22 ottobre 1963 – Con decreto del Presidente della Repubblica On. Antonio Segni, Gioia Tauro poté fregiarsi del titolo di “città”.
26 ottobre 1825 – Plaesano fu aggregato alla città di Galatro, prima di venirne separato con decreto del 27 marzo 1849 per far parte del Comune di Feroleto della Chiesa.
28 ottobre 1831 – Con regio decreto il villaggio di San Ferdinando venne aggregato a Rosarno, prima di essere elevato a Comune – con legge regionale – nel novembre 1977.

Personaggi (nascita e morte):
7 ottobre 1724- S. Pietro di Caridà (Fraz. Garopoli): nasce Domenico Cavallari.
12 ottobre 1800/18 dicembre 1888 – S. Giorgio Morgeto: Francesco Florimo.
14 ottobre 1866/1931 – Varapodio: Raffaele Sammarco.
21 ottobre 1861/14 genn. 1949 – S. Eufemia d’Aspromonte: Vincenzo Tripodi.
28 ottobre 1901/15 agosto 1970 – Rosarno: Leonardo Meliadò.

Varie:
Nelle università, come sostiene un vecchio detto, all’inizio dell’anno accademico tutti s’impegnano allo stesso modo, in seguito c’è chi studia e chi abbandona: Da San Luca (18 ott.) a Natale/ tutti studiano uguale,/ da Carnevale a Pasqua/ chi studia e chi studiacchia/ (opp.: chi studia e chi lascia). (Da: Lapucci – Antoni, I proverbi dei mesi, A. Vallardi – MI, 1985).
Lo studio in gioventù, d’altronde, è indispensabile e duraturo: Se nella verde etade alcun trascura/ di lodato saper ornar la mente,/ quando sia giunta per lui l’età matura/ d’aver perduto un sì gran ben si pente:/ cercalo allor; ma trovasi a man vuote;/ potea non volle, or che vorrìa, non puote. (Clasio).

E per finire:

Il primo ottobre rappresenta una data memorabile per quanti, come me, hanno dedicato gli anni più belli all’insegnamento.
Per oltre quarant’anni mi sono interessato, fra l’altro, dei problemi pedagogici e didattici come pure della figura del maestro.
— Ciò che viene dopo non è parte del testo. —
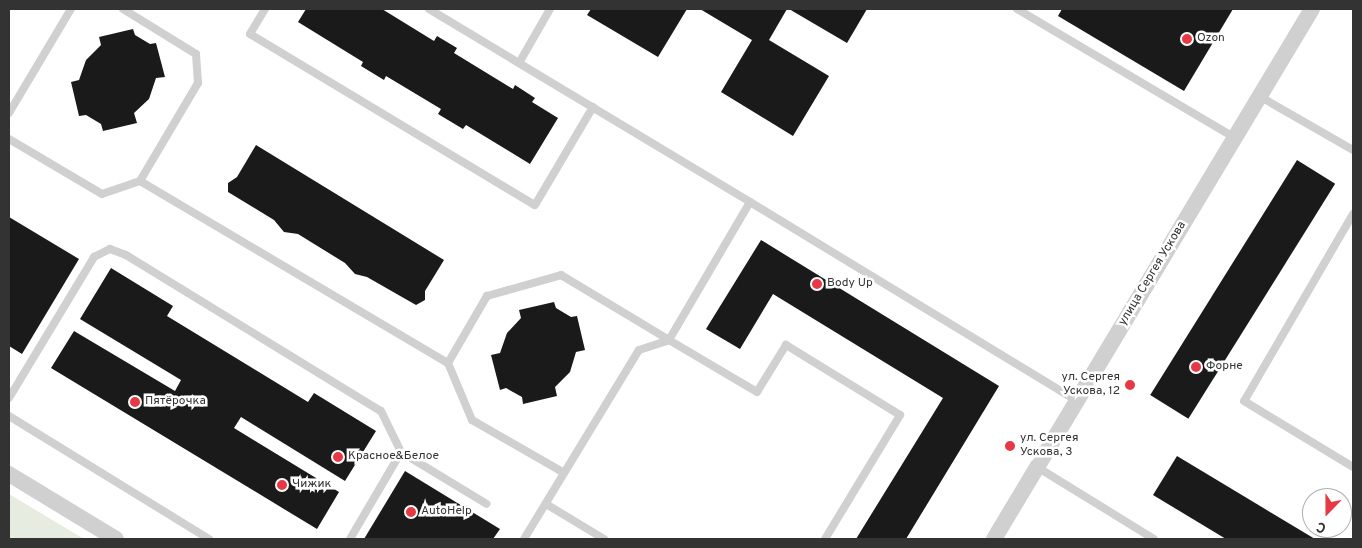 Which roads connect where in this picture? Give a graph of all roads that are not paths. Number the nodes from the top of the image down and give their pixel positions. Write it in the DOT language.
graph roads {
  1 [pos="71,9"];
  2 [pos="122,9"];
  3 [pos="265,9"];
  4 [pos="429,9"];
  5 [pos="550,9"];
  6 [pos="1017,9"];
  7 [pos="1312,9"];
  8 [pos="518,63"];
  9 [pos="1259,96"];
  10 [pos="593,107"];
  11 [pos="9,113"];
  12 [pos="1235,138"];
  13 [pos="9,139"];
  14 [pos="1353,150"];
  15 [pos="140,181"];
  16 [pos="750,202"];
  17 [pos="1353,214"];
  18 [pos="669,340"];
  19 [pos="448,363"];
  20 [pos="9,398"];
  21 [pos="1077,401"];
  22 [pos="9,416"];
  23 [pos="401,452"];
  24 [pos="1038,467"];
  25 [pos="1353,467"];
  26 [pos="564,473"];
  27 [pos="9,474"];
  28 [pos="487,504"];
  29 [pos="546,504"];
  30 [pos="116,539"];
  31 [pos="209,539"];
  32 [pos="350,539"];
  33 [pos="524,539"];
  34 [pos="604,539"];
  35 [pos="825,539"];
  36 [pos="994,539"];
  37 [pos="1154,539"];
  1 -- 11 [label="lane"];
  2 -- 15 [label="lane"];
  3 -- 10 [label="lane"];
  4 -- 8 [label="lane"];
  5 -- 8 [label="lane"];
  6 -- 12 [label="lane"];
  7 -- 9 [label="street, улица Сергея Ускова"];
  8 -- 10 [label="lane"];
  9 -- 12 [label="street, улица Сергея Ускова"];
  9 -- 14 [label="lane"];
  10 -- 16 [label="lane"];
  12 -- 21 [label="street, улица Сергея Ускова"];
  13 -- 15 [label="lane"];
  15 -- 19 [label="lane"];
  16 -- 18 [label="lane"];
  16 -- 21 [label="lane"];
  17 -- 25 [label="lane"];
  18 -- 19 [label="lane"];
  18 -- 26 [label="lane"];
  18 -- 35 [label="lane"];
  19 -- 26 [label="lane"];
  20 -- 23 [label="lane"];
  21 -- 24 [label="street, улица Сергея Ускова"];
  22 -- 31 [label="lane"];
  23 -- 28 [label="lane"];
  23 -- 32 [label="lane"];
  24 -- 36 [label="street, улица Сергея Ускова"];
  24 -- 37 [label="lane"];
  26 -- 29 [label="lane"];
  27 -- 30 [label="street"];
  29 -- 33 [label="lane"];
  29 -- 34 [label="lane"];
}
Traggo, pertanto, dal mio cassetto dei ricordi, stracarico di scritti, qualche strofetta satirica frutto di esperienza vissuta: Il maestro è il cireneo/ curvo sotto una gran croce,/ della scuola regge il peso/ e sommessa è la sua voce.// Sulle povere sue spalle/ dal ministro al direttore,/ anziché dare una mano,/ mangian tutti: che dolore!// Senza l’opera sublime/ del docente elementare,/ cari bimbi è la rovina,/ c’è ben poco da sperare.// Se volete che di Cristo/ trovi posto la parola,/ voi pretendere dovete/ il rispetto della scuola!. (D. Caruso).
No comment!

Domenico Caruso
S. Martino di Taurianova (Reggio Cal.)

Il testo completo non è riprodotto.